Harper leads Nationals to 4-3 win over Angels

ANAHEIM, Calif. _ For one inning, Tuesday's series opener between the Los Angeles Angels and the Washington Nationals was exactly what it had been hyped to be: Bryce Harper vs. Mike Trout, a young superstar showcase. For the next eight, it was a baseball game, played by 27 men and won by the more talented team.

Harper and Trout traded homers to begin before the Nationals' thorough offensive attack took over in a 4-3 victory at Angel Stadium.

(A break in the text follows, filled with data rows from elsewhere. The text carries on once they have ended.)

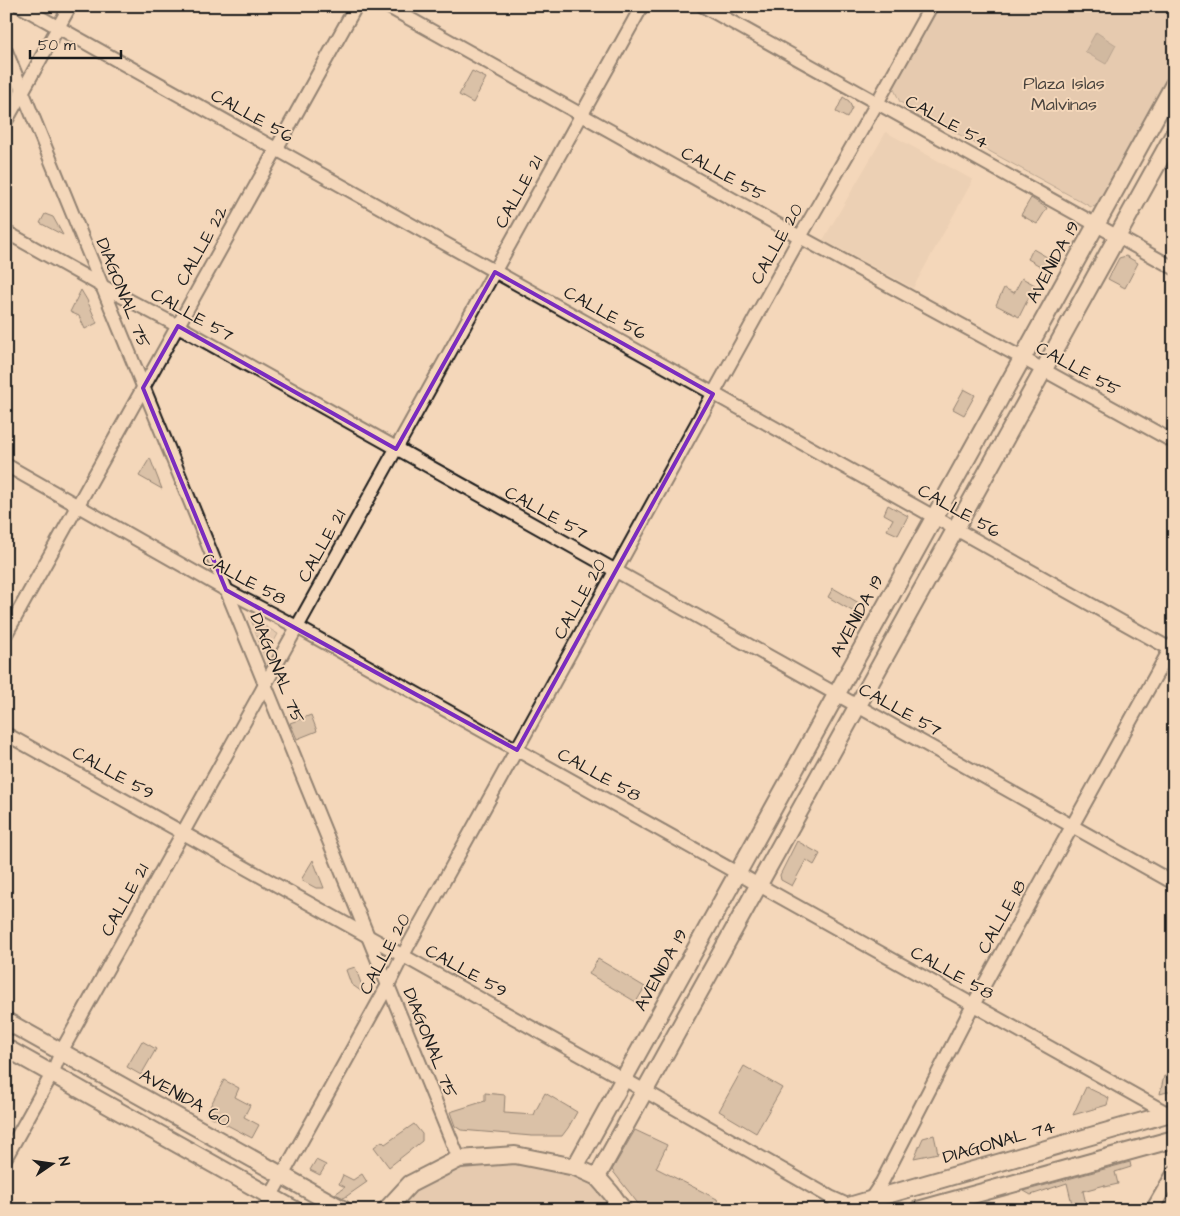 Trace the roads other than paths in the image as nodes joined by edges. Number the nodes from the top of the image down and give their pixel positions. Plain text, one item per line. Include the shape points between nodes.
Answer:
1 (20, 6) edge
2 (70, 6) edge
3 (356, 6) edge
4 (387, 6) edge
5 (642, 6) edge
6 (703, 6) edge
7 (931, 6) edge
8 (58, 28) junction
9 (6, 51) edge
10 (22, 92) junction
11 (1172, 92) edge
12 (877, 104) junction
13 (582, 115) junction
14 (6, 121) edge
15 (1174, 134) edge
16 (276, 149) junction
17 (1096, 225) junction
18 (6, 232) edge
19 (1117, 236) junction
20 (800, 237) junction
21 (1174, 268) edge
22 (495, 272) junction
23 (102, 286) junction
24 (178, 326) junction
25 (1022, 358) junction
26 (1044, 370) junction
27 (143, 388) junction
28 (713, 394) junction
29 (1174, 442) edge
30 (396, 449) junction
31 (6, 465) edge
32 (78, 505) junction
33 (934, 517) junction
34 (955, 529) junction
35 (616, 571) junction
36 (226, 590) junction
37 (297, 627) junction
38 (6, 634) edge
39 (1173, 648) edge
40 (265, 686) junction
41 (836, 694) junction
42 (858, 706) junction
43 (6, 734) edge
44 (517, 750) junction
45 (1072, 826) junction
46 (183, 832) junction
47 (738, 873) junction
48 (1174, 883) edge
49 (759, 885) junction
50 (368, 936) junction
51 (403, 956) junction
52 (388, 985) junction
53 (973, 1005) junction
54 (6, 1021) edge
55 (6, 1048) edge
56 (61, 1052) junction
57 (52, 1074) junction
58 (624, 1079) junction
59 (645, 1091) junction
60 (1172, 1114) edge
61 (1174, 1139) edge
62 (6, 1157) edge
63 (459, 1159) junction
64 (575, 1167) junction
65 (1174, 1172) edge
66 (282, 1175) junction
67 (597, 1177) junction
68 (267, 1203) edge
69 (855, 1207) edge
70 (295, 1210) edge
71 (344, 1210) edge
72 (386, 1210) edge
73 (623, 1210) edge
74 (918, 1210) edge
75 (1152, 1210) edge

1 - 8 street, CALLE 56
2 - 8 street
3 - 16 street, CALLE 22
4 - 13 street, CALLE 55
5 - 13 street, CALLE 21
6 - 12 street, CALLE 54
7 - 12 street, CALLE 20
8 - 10 street
8 - 16 street, CALLE 56
9 - 10 street, DIAGONAL 75
10 - 14 street
10 - 23 street, DIAGONAL 75
11 - 17 main road, AVENIDA 19
12 - 17 street, CALLE 54
12 - 20 street, CALLE 20
13 - 20 street, CALLE 55
13 - 22 street, CALLE 21
15 - 19 main road
16 - 22 street, CALLE 56
16 - 24 street, CALLE 22
17 - 19 street, CALLE 54
17 - 25 main road, AVENIDA 19
18 - 23 street, CALLE 57
19 - 21 street, CALLE 54
19 - 26 main road
20 - 25 street, CALLE 55
20 - 28 street, CALLE 20
22 - 28 street, CALLE 56
22 - 30 street, CALLE 21
23 - 24 street, CALLE 57
23 - 27 street, DIAGONAL 75
24 - 27 street, CALLE 22
24 - 30 street, CALLE 57
25 - 26 street, CALLE 55
25 - 33 main road, AVENIDA 19
26 - 29 street, CALLE 55
26 - 34 main road
27 - 32 street, CALLE 22
27 - 36 street, DIAGONAL 75
28 - 33 street, CALLE 56
28 - 35 street, CALLE 20
30 - 35 street, CALLE 57
30 - 37 street, CALLE 21
31 - 32 street, CALLE 58
32 - 36 street, CALLE 58
32 - 38 street, CALLE 22
33 - 34 street, CALLE 56
33 - 41 main road, AVENIDA 19
34 - 39 street, CALLE 56
34 - 42 main road
35 - 41 street, CALLE 57
35 - 44 street, CALLE 20
36 - 37 street, CALLE 58
36 - 40 street, DIAGONAL 75
37 - 40 street, CALLE 21
37 - 44 street, CALLE 58
39 - 45 street, CALLE 18
40 - 46 street, CALLE 21
40 - 50 street, DIAGONAL 75
41 - 42 street, CALLE 57
41 - 47 main road, AVENIDA 19
42 - 45 street, CALLE 57
42 - 49 main road
43 - 46 street, CALLE 59
44 - 47 street, CALLE 58
44 - 51 street, CALLE 20
45 - 48 street, CALLE 57
45 - 53 street, CALLE 18
46 - 50 street, CALLE 59
46 - 56 street, CALLE 21
47 - 49 street, CALLE 58
47 - 58 main road, AVENIDA 19
49 - 53 street, CALLE 58
49 - 59 main road
50 - 51 street, CALLE 59
50 - 52 street, DIAGONAL 75
51 - 52 street, CALLE 20
51 - 58 street, CALLE 59
52 - 63 street, DIAGONAL 75
52 - 66 street, CALLE 20
53 - 60 street, CALLE 58
53 - 69 street, CALLE 18 via 882,1182
54 - 56 main road, AVENIDA 60
55 - 57 main road
56 - 57 street, CALLE 21
56 - 66 main road, AVENIDA 60
57 - 62 street, CALLE 21
57 - 68 main road
58 - 59 street, CALLE 59
58 - 64 main road, AVENIDA 19
59 - 67 main road
59 - 69 street, CALLE 59 via 821,1192
60 - 69 main road, DIAGONAL 74
61 - 74 main road
63 - 64 main road via 515,1155
63 - 72 main road via 410,1184
64 - 67 main road
65 - 75 street
66 - 68 street, CALLE 20
66 - 71 main road, AVENIDA 60
67 - 73 main road
68 - 70 main road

Even discounting Harper, who nearly hit for the cycle, Washington doubled the Angels' hit total. Four Nationals logged multi-hit games, which no Angel managed. It began when Harper powered a fastball from Jesse Chavez out to left-center in the first inning. Trout jumped to watch the baseball leave the field but could not come close to catching it.

Trout then matched Harper in the bottom of the first with a 448-foot homer to a similar spot. Earlier in the inning, Cameron Maybin suffered a right knee sprain while attempting to steal second base. After singling and taking off, he pulled up short of the base, slid awkwardly and immediately called for a team trainer. After testing, he was helped off of the field, and the safe call on his attempted steal was reversed.

An hour later, the Angels pulled Shane Robinson from their triple-A affiliate's game. Wednesday, he'll take over on the active roster for Maybin, who will be put on the 10-day disabled list with a Grade 1 sprain of the medial collateral ligament in his knee.

"It could be a lot worse than it is with Cam," manager Mike Scioscia said. "We're grateful that it's just a sprain."

Come the second inning, Chavez gave up singles to Anthony Rendon and Matt Wieters around strikeouts of Daniel Murphy and Adam Lind. He then induced a flyout from Chris Heisey. Chavez scattered three singles over the next four innings and entered the seventh having thrown only 73 pitches.

His 75th was a 90-mph fastball on the inside part of the plate. Rendon uppercutted it beyond both bullpens for a score-tying solo shot. Six pitches later, Lind shot a single into right and Scioscia came for Chavez. Blake Parker entered the game, issued a walk, induced a flyout and struck out two Nationals to escape the jam.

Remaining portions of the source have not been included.